A movement on the other side of the case pulls me from my thoughts, and looking up, I see the baker in his white smock.

He glances between me and the Danishes, and then raises his eyebrows. “Can I help you with anything?”

“Oh, no, thanks though.” I shake my head quickly.

I stare for a beat too long, trying to convince myself to be attracted to the baker. Someone who I haven’t been legally bound to before.

He gives me a friendly smile, but it doesn’t spark that same heart-thudding, breath-stalling sensation that Shawn does.Fuck.

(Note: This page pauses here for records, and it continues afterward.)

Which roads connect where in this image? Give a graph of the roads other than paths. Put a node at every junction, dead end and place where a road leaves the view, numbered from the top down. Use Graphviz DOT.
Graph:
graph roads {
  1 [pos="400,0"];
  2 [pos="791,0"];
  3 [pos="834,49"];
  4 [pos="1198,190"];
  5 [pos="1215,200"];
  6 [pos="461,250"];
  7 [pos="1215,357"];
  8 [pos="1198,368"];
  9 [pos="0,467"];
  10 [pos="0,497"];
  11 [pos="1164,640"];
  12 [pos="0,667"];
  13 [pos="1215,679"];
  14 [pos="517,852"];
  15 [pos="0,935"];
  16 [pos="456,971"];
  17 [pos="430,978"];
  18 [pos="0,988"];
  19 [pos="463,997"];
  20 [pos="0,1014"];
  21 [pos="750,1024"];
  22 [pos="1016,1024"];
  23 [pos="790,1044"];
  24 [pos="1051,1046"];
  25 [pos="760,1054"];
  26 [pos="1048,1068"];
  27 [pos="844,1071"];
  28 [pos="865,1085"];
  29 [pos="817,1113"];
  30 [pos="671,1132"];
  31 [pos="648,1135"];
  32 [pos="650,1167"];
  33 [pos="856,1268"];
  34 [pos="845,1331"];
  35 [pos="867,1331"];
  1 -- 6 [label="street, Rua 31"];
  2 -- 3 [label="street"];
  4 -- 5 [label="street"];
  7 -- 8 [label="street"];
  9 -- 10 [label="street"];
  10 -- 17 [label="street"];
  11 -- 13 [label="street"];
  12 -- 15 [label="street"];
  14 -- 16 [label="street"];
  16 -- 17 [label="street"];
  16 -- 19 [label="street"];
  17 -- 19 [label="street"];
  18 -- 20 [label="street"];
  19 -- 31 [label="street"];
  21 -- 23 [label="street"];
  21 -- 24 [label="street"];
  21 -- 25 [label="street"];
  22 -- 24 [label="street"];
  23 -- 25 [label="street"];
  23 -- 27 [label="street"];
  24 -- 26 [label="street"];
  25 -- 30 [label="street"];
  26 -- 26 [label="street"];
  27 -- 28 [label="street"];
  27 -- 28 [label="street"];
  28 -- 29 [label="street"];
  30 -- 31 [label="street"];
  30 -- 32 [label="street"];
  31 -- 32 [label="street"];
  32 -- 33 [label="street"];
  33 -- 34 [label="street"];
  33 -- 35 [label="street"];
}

I shuffle away, moving my cart towards the checkout. Now that the menu for the reception has been finalized, I can start getting some of the ingredients before the prepping stage. I’ve spent most of the day successfully avoiding Shawn, and not wondering about him in the slightest. Re-contextualizing some things about our relationship, maybe.

“Oh, hey.”

I still, the checkout conveyor belt snagging a box of flaky salt out of my hands. I know it before I even look up.

I brace myself, and—dear god, he’s wearing gray sweatpants, and an old maroon college sweatshirt with the sleeves pushed up to his elbows.

It’s not just the way the fabric drapes over his legs and everything in between, it’s the way itmoves. The way the waistband ties frame the imprint of his dick. It makes my mouth go dry. I don’t need to be doing this. I remember what it looked like, don’t I? Or was my memory on that a little faded as well?

Rationally, I know I don’t want his attention, or to be in the same town as him even. I moved across the state to get away from him and avoid this kind of moment.

“Hey, yourself,” I answer, as nonchalantly as I can manage, even though I’m definitely on the chalant side of the spectrum. It’s fine. I can exist within the same ten feet of Shawn and not be completely weird about it.